A Long Walk into The Future

Elizabeth Brown

That was the closest moments I ever shared with my brother Drew as we sat on the grass picnicking on odds and ends we had just bought in Tesco in Fort William. It was a glorious day for the west coast as it can be now and then, and we were so pleased to have the sun and warmth on that special day. Loch Linnhe was at her best - the water still and calm leading your eye across to the entrance to Loch Eli. We talked of the morning - we had just buried our lovely mum in Pettyfuir Cemetery in Oban - she was almost 85 and had hardly been ill all her life and we had rejoiced in her love as we both took a cord and lowered her in beside my dad that morning. Drew was worried about me, I could tell, but he never said more than "take care" as he saw me in to the bus to head for Shiel Bridge in the north. There I was to start The Great Outdoors Challenge - to walk alone over the remote hills and glens of the North of Scotland over the next 2 weeks.

Now many people could think it was pretty cold of me to bury my mother and head off on a trek through the Highlands on the same day. But you see my son had been recently diagnosed as schizophrenic and I had been fund-raising for about 6 months to raise money for a research centre into mental illness. I couldn't let all those people down and I couldn't let my mum down, she had been almost the only one left to help me as friends and family slipped away from me, unable to cope with my son Scott's strange behaviour. But my mum was so strong and brave and I had somehow to find that same strength and bravery to cope with whatever was ahead of me. As I stepped off the coach outside my check-in point outside the Shiel Bridge Hotel, I actually felt a sense of freedom I had not had for many years. People had asked would I not be afraid in the hills on my own(l had asked Christine to go with me but her reply was "200 miles - you must be joking"), but you can't tell people that you are afraid of your own son, and would actually feel safer in the mountains where you know he can't find you. On many occasions his illness had tormented him so that he was violent to me - he had hit me on the head as I drove down the fast lane of the motorway, he had locked me in the house so he could beat me up and I could not escape, he had without any warning kicked me against a wall leaving me with a permanently twisted spine.
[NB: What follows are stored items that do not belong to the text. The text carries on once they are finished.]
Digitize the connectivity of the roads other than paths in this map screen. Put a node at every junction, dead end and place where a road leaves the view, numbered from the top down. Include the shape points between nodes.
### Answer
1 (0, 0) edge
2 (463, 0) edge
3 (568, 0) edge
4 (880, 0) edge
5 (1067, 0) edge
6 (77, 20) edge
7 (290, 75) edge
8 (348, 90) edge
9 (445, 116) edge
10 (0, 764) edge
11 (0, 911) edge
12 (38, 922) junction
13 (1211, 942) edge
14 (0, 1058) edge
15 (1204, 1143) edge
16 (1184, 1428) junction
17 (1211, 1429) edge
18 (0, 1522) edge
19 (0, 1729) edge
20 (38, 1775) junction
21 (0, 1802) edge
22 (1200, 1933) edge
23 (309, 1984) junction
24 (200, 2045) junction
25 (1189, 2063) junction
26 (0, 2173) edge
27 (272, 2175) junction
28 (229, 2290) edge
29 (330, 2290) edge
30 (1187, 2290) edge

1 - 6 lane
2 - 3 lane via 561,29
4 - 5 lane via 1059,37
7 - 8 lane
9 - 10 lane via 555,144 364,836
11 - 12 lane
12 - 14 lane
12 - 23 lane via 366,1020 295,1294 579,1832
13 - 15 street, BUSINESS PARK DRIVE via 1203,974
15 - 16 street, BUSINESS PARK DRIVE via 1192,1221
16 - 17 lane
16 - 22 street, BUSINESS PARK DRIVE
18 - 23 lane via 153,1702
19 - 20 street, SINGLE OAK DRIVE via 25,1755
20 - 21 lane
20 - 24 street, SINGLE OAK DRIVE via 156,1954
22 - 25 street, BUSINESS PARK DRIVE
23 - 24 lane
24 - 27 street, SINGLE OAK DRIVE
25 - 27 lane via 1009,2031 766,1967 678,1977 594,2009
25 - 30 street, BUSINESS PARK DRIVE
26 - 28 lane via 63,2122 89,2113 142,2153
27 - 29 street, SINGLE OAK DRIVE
So as I set off under the shadow of The Five Sisters of Kintail, I was quite happy to be there, no-one knew exactly where I was, I could cry if I wanted and no-one could see and I had time to think.

As I walked along the bank of the River Sheil, I heard a lamb bleating and followed the sound since I could not see it. At the bank I looked down below me where the river had eaten the bank away almost beneath my feet. There was the lamb standing in the water unable to get back up and in danger of falling in to the deeper waters just inches away.

I knelt and braced myself and knew I had only one chance to save it. If I tried and failed the lamb would be frightened and could jump to its death. I was surprised how deep its little fleece was as I grabbed a huge handful and heaved with all my might. The lamb came up quite easily and flew over my head on to the bank behind me where it scrambled up and ran for its mother bleating away again with joy this time and suckling in as soon as it could.

I lay back on the grass to catch my breath, the sun dappling over my face through the leaves of the silver birches above. As I lay still something dawned on me. All my life I had been the little sister, the beloved daughter and I had gained great strength from that. Now it was my turn to be the parent, to use that strength and love to help my son Scott in whatever way I could and this was the start of it. Whatever lay ahead for the two of us I would cope and I remembered a memorial stone I had once seen on the Fife Coastal Path Time Flies, Shadows Fall Love is Eternal Over All.

So I put on my rucksack and started off up the glen on my long walk into the future.